I was curious about how complicated my whole project was, so I wrote a Python script that uses the Understand API to calculate it.
Cyclomatic Complexity is defined as “the number of linearly independent paths through a program’s source code”. In practice, this is usually calculated and used at the function/method level, and that’s how Understand calculates it as well. However, I was feeling curious and decided I wanted to find out the true complexity of my code. How many independent paths are there through my entire project?
Understand offers metrics that can show you the average complexity for all nested functions, the maximum complexity of these nested functions, and even the total sum of their complexities. While these metrics have their own use cases where they are certainly helpful, none of them show the true complexity of your project. To find this, we’re going to want to multiply our complexities as we walk down the call tree for our root function instead of summing them.
Why multiply them? Well, the paths in your program permutate, and cyclomatic complexity represents a subset of paths needed to recreate all the decisions in a function. So, to accurately capture all possible decisions branching out along the call tree, we need to multiply the complexities at each node along that tree.

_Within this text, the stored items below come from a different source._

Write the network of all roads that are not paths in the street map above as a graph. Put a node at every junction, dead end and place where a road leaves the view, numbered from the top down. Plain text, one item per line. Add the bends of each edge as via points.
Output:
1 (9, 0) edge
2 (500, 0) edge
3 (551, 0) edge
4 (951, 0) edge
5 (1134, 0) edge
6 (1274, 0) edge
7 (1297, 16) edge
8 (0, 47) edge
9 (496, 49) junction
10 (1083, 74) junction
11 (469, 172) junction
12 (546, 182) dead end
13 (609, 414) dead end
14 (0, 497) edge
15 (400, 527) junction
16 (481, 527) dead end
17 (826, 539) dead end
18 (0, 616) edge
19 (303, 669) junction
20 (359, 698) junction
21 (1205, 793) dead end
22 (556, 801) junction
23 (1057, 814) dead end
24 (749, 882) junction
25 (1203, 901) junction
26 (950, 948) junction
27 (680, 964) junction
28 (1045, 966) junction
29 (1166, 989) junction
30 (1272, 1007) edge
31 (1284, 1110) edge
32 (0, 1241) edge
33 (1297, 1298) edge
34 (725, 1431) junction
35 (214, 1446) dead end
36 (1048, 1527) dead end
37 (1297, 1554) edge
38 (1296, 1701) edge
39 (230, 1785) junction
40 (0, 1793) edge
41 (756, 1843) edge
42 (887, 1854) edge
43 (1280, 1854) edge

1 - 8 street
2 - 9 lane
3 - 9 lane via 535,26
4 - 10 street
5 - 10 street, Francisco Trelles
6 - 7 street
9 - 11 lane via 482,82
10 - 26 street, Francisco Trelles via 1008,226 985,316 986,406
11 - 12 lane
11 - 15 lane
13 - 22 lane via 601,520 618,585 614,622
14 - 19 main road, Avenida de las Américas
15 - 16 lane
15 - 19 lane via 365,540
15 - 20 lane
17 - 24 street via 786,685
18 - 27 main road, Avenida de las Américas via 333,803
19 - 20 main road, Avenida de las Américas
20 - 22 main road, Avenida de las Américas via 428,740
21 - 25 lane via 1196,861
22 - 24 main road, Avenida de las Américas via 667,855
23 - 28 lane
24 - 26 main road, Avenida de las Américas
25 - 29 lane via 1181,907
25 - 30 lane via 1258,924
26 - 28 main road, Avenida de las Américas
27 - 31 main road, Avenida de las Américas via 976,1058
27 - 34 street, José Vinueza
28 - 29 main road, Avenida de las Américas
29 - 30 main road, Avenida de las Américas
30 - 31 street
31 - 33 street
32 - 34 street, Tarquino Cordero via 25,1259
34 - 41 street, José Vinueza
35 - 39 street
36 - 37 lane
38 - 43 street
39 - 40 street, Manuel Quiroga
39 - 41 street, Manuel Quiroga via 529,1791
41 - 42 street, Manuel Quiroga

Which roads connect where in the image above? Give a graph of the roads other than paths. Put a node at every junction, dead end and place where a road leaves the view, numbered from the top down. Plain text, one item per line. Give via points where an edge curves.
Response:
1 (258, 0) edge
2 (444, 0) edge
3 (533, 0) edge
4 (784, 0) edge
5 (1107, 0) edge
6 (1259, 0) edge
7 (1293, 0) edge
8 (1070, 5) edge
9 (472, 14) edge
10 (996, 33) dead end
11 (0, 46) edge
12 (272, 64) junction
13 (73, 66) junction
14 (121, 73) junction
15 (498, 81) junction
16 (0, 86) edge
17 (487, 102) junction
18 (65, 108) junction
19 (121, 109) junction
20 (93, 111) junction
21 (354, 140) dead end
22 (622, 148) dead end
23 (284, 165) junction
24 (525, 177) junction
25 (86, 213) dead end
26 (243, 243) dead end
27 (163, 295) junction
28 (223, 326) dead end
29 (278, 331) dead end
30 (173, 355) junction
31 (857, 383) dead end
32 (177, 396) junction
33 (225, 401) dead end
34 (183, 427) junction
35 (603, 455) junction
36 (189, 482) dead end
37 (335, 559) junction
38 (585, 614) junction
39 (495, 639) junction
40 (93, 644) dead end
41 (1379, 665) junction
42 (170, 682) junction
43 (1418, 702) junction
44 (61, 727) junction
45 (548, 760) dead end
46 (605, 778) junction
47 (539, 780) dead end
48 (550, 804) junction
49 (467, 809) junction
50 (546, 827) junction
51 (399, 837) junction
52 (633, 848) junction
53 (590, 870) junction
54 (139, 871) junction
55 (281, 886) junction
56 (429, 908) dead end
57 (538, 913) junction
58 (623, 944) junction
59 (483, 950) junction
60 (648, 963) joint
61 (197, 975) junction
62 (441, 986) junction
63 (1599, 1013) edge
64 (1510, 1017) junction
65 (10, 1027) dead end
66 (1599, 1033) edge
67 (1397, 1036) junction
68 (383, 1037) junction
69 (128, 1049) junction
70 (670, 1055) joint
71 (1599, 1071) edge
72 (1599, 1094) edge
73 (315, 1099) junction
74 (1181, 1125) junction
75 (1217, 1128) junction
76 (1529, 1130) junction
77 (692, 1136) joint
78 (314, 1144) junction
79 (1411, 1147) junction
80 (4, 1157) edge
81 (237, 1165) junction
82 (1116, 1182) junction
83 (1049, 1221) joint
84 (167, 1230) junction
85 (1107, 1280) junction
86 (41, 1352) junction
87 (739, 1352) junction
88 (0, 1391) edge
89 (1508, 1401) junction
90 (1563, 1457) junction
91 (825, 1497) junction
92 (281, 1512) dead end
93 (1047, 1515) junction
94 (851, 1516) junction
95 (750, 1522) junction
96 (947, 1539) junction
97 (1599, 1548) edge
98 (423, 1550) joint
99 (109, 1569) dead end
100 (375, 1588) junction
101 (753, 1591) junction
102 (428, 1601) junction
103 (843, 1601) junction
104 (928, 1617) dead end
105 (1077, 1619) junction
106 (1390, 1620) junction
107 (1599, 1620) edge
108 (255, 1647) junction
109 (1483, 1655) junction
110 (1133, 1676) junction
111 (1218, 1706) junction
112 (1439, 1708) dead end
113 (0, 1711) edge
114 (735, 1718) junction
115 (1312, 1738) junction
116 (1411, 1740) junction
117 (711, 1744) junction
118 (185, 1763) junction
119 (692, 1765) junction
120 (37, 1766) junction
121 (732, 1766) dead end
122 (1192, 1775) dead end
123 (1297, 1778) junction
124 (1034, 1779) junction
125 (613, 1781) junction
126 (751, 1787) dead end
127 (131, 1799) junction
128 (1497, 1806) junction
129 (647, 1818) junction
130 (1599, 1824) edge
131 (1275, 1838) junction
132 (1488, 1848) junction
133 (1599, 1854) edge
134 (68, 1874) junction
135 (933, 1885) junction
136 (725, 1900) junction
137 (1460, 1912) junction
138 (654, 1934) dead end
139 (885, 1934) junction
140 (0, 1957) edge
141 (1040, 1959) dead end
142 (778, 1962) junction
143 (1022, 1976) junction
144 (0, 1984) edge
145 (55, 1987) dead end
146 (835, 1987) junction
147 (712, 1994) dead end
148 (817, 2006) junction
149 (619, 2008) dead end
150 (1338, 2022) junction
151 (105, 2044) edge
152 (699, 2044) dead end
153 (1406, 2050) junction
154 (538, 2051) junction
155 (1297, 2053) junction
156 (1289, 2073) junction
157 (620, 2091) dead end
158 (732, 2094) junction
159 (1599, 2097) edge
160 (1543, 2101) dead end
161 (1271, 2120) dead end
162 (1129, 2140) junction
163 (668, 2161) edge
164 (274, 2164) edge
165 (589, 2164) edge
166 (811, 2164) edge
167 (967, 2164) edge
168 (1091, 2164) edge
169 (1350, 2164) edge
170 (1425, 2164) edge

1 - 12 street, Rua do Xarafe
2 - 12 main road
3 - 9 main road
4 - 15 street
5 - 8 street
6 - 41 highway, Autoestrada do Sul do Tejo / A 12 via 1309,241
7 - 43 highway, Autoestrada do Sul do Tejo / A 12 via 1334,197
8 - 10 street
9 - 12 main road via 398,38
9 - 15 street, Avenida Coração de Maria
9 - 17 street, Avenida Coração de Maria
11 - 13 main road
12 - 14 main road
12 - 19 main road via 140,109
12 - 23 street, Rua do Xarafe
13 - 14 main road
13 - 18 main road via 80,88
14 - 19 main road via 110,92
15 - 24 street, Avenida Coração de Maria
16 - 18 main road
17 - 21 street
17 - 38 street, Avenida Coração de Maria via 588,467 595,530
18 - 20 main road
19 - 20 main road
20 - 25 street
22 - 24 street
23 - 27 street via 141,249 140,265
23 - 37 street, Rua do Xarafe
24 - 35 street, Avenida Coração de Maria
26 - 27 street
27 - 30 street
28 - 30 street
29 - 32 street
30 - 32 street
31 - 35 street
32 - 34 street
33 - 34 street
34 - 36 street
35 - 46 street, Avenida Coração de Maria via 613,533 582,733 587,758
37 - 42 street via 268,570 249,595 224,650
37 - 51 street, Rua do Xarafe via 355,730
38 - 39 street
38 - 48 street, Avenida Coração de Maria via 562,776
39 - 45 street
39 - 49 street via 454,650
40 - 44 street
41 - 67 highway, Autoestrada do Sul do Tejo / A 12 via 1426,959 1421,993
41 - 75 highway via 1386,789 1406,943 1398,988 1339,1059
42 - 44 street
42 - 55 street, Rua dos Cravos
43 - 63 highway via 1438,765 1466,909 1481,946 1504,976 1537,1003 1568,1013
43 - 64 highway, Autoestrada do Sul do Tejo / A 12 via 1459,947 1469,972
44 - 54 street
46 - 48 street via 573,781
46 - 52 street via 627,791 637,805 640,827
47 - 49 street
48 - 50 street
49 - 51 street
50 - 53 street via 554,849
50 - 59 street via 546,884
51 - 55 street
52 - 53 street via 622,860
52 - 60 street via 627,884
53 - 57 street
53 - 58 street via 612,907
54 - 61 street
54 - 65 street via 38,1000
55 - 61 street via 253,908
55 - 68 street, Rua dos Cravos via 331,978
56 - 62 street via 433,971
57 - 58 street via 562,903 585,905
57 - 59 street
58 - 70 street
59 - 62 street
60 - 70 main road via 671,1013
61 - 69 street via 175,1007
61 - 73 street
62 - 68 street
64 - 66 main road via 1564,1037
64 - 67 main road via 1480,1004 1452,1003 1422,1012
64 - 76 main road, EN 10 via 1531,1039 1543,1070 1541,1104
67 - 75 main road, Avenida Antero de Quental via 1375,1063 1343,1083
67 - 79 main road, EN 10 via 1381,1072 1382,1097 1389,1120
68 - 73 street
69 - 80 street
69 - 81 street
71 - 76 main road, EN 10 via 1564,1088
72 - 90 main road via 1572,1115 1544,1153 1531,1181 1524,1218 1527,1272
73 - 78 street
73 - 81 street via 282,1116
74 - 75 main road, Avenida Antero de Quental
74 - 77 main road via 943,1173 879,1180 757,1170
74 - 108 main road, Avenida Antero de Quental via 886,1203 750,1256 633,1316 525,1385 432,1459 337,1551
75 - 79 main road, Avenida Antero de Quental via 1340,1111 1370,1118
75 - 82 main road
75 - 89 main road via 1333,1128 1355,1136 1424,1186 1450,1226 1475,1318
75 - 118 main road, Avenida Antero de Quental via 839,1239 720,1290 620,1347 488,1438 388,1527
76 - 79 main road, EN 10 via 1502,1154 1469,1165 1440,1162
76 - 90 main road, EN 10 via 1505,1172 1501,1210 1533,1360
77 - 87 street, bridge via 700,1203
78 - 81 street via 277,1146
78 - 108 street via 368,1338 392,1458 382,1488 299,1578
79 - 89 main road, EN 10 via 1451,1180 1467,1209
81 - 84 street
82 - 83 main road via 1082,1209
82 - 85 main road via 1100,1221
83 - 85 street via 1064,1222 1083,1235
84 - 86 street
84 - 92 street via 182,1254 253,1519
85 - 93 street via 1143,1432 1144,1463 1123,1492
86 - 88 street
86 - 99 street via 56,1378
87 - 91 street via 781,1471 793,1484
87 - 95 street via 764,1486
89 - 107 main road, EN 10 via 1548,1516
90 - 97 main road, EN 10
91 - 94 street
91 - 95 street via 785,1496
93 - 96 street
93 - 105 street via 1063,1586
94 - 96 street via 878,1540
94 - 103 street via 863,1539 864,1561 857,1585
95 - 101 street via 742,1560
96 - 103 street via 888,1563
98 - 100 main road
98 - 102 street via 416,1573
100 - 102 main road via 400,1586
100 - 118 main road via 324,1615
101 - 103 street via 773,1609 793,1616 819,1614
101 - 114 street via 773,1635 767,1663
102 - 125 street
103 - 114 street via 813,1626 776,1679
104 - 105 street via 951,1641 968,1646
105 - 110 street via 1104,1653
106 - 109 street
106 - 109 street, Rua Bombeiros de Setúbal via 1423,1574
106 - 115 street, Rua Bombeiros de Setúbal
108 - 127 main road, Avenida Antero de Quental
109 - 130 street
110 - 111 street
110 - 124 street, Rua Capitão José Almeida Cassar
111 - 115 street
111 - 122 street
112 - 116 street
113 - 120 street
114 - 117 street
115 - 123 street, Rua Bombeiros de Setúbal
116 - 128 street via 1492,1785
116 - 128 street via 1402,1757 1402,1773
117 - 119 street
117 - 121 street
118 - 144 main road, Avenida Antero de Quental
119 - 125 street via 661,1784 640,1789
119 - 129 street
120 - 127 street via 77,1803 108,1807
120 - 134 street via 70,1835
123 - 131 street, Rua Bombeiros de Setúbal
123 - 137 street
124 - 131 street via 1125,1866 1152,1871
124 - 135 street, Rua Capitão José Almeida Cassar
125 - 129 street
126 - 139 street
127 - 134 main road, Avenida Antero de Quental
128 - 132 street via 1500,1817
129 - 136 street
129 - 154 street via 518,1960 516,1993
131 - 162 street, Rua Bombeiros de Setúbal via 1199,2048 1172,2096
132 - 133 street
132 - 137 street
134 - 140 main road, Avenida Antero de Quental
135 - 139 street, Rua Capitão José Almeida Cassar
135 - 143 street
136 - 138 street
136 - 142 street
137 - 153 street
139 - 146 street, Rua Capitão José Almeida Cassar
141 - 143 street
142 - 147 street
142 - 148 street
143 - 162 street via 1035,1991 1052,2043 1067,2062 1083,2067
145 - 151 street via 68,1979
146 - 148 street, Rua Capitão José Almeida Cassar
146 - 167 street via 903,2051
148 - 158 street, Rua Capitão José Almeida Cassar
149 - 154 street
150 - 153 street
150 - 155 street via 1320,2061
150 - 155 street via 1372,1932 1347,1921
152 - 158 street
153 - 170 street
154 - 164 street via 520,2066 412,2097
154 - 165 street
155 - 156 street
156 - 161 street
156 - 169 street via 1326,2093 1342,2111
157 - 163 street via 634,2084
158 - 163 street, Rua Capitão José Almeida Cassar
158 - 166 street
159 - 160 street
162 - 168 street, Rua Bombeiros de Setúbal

Luckily, this isn’t too hard to do ourselves with a script we’ll write using the Python API. We can then run the script from the command line and print out a clean summary of the complexity of our entity.
Note: If this is your first time using the API to write a script, consider going through this support article before continuing!
Let’s start by importing the necessary modules and packages:
We’re importing ‘sys’ as a way to manually set Python’s recursion limit higher than the default. Now we can set that limit and define our helper function that recursively walks the call tree:
Here in this function we’re starting with the given ent, adding its unique ID to the list of seen entities, then finding all functions called by this ent and iterating through those functions. If any of those functions has already been seen, we skip to the next one, but if not we grab its cyclomatic complexity and multiply it by our running complexity value. Our ‘walk_calls’ function then tries to recursively call itself with this child function as an argument, and if there are any issues an error message will be printed instead. At the end of the recursive walk down the call tree, the final complexity will be spat back out to our main function, which we can then print out to the console.
Alright now to get to the main function of the script:
In this main function, we’re looking up the entity input by the user, then looking for that entity in each file. If we find a match, we initialize an array of function ID’s that we’ve seen so we don’t end up recursing into an endless circle, start with the cyclomatic complexity metric of the given entity, and call our recursive function ‘walk_calls’ on it.
Great, now that we’ve written this short script we just have to call it from the command line.
The way we’ve written it to read the command, we need to pass the .und database we’d like to run it on as the second argument, and the function we are interested in as the third argument. In my case, I want to run the script on all functions named “main” in one of Understand’s sample C projects. So, to run our script we first need to navigate to the directory where our upython executable is:
$ cd “c:\program files\scitools\bin\pc-win64”
$ cd “/Applications/Understand.app/Contents/MacOS/upython”
From here, we can run the check with the following arguments:
$ ./upython “/path/to/script.upy” “/path/to/myproject.und” “function_name” [optional: > output_file.csv]
Running this script on the Fastgrep sample project provided with Understand yields the following output:
Here I can see a nicely summarized report of all unique ‘main’ functions in the project, listed alongside the file they were defined in, their initial cyclomatic complexities (just that function, not including nested ones), and the final cyclomatic complexity calculated from walking the call tree.
From these results it looks like the ‘main’ functions in ‘timer.c’ and ‘try.c’ are approximately 10-25x more complicated (in terms of decision paths) than we would have initially seen from pulling up the Cyclomatic Complexity metric on those functions. Meanwhile, the ‘main’ function in ‘egrep.c’ has a true complexity of over 512 million. This makes the function over 11 million times more complex than the initial Cyclomatic Complexity indicated it was. This could be the sign of a really large problem with how the function is written – higher complexity code is usually more difficult to test, and more likely to result in errors.
As you can see, using a custom script like this we are able to isolate the most complex and problematic functions, begin to refactor them, and ultimately work toward a more maintainable and modular project.